In-universe information
- Aliases: Prequels:; Tanidia Nerus;
- Title: Reverend Mother
- Affiliation: Bene Gesserit
- Children: Unnamed daughters; Prequels:; Lady Jessica;

= Gaius Helen Mohiam =

Fictional character in the Dune universe created by Frank Herbert

Gaius Helen Mohiam is a fictional character in the Dune universe created by Frank Herbert. She is a Bene Gesserit Reverend Mother, and initially appears in the 1963–65 novel Dune and its 1969 sequel, Dune Messiah. Mohiam also has a major role in the Prelude to Dune prequel trilogy (1999–2001) and the Caladan Trilogy (2020–2022) by Brian Herbert and Kevin J. Anderson.

In Dune, Gaius Helen Mohiam is the Imperial Truthsayer, and the mentor of Lady Jessica, the Bene Gesserit concubine of Duke Leto Atreides. Mohiam is interested in Jessica's young son Paul Atreides, who is a key figure in the Bene Gesserit breeding program but has also displayed unusual potential. She ultimately loses any influence she may have had over Jessica or Paul, who ally themselves with the native Fremen of Arrakis and depose Padishah Emperor Shaddam IV. In Dune Messiah, Mohiam joins a conspiracy to remove Paul from power, which fails.

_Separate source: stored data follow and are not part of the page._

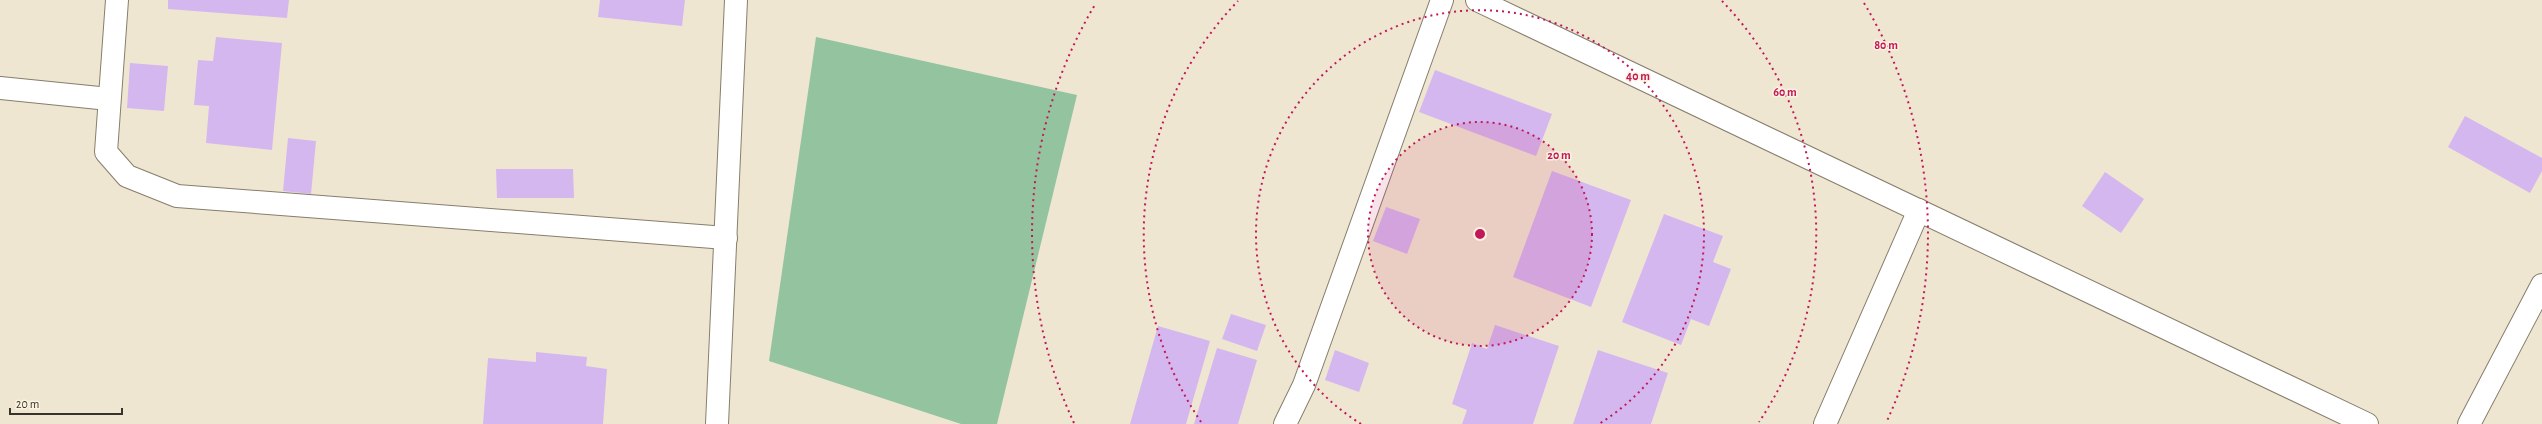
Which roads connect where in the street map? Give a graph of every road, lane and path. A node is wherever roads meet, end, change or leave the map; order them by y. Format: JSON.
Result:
{"nodes":[{"id":1,"x":117,"y":0,"type":"edge"},
{"id":2,"x":736,"y":0,"type":"edge"},
{"id":3,"x":1442,"y":0,"type":"edge"},
{"id":4,"x":1477,"y":0,"type":"edge"},
{"id":5,"x":0,"y":88,"type":"edge"},
{"id":6,"x":109,"y":99,"type":"junction"},
{"id":7,"x":1919,"y":210,"type":"junction"},
{"id":8,"x":726,"y":238,"type":"junction"},
{"id":9,"x":2542,"y":285,"type":"edge"},
{"id":10,"x":717,"y":424,"type":"edge"},
{"id":11,"x":1285,"y":424,"type":"edge"},
{"id":12,"x":1825,"y":424,"type":"edge"},
{"id":13,"x":2366,"y":424,"type":"edge"},
{"id":14,"x":2469,"y":424,"type":"edge"}],
"edges":[{"from":1,"to":6,"type":"street"},
{"from":2,"to":8,"type":"street"},
{"from":3,"to":11,"type":"street"},
{"from":4,"to":7,"type":"street"},
{"from":5,"to":6,"type":"street"},
{"from":6,"to":8,"type":"street"},
{"from":7,"to":12,"type":"street"},
{"from":7,"to":13,"type":"street"},
{"from":8,"to":10,"type":"street"},
{"from":9,"to":14,"type":"street"}]}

Gaius Helen Mohiam is portrayed by Siân Phillips in David Lynch's 1984 film Dune, by Zuzana Geislerová in the 2000 miniseries Frank Herbert's Dune and its 2003 sequel Frank Herbert's Children of Dune, and by Charlotte Rampling in the 2021 Denis Villeneuve film Dune and its 2024 sequel.

==Description==
In the novel Dune, the Baron Vladimir Harkonnen has this impression of Gaius Helen Mohiam:

An old woman in a black aba robe with hood drawn down over her forehead detached herself from the Emperor's suite, took up station behind the throne, one scrawny hand resting on the quartz back. Her face peered out of the hood like a witch caricature—sunken cheeks and eyes, an overlong nose, skin mottled and with protruding veins.
The Baron stilled his trembling at the sight of her. The presence of the Reverend Mother Gaius Helen Mohiam, the Emperor's Truthsayer, betrayed the importance of this audience.

In Dune Messiah, Herbert notes that Mohiam's eyes are "dark with the blue brilliance of her melange addiction."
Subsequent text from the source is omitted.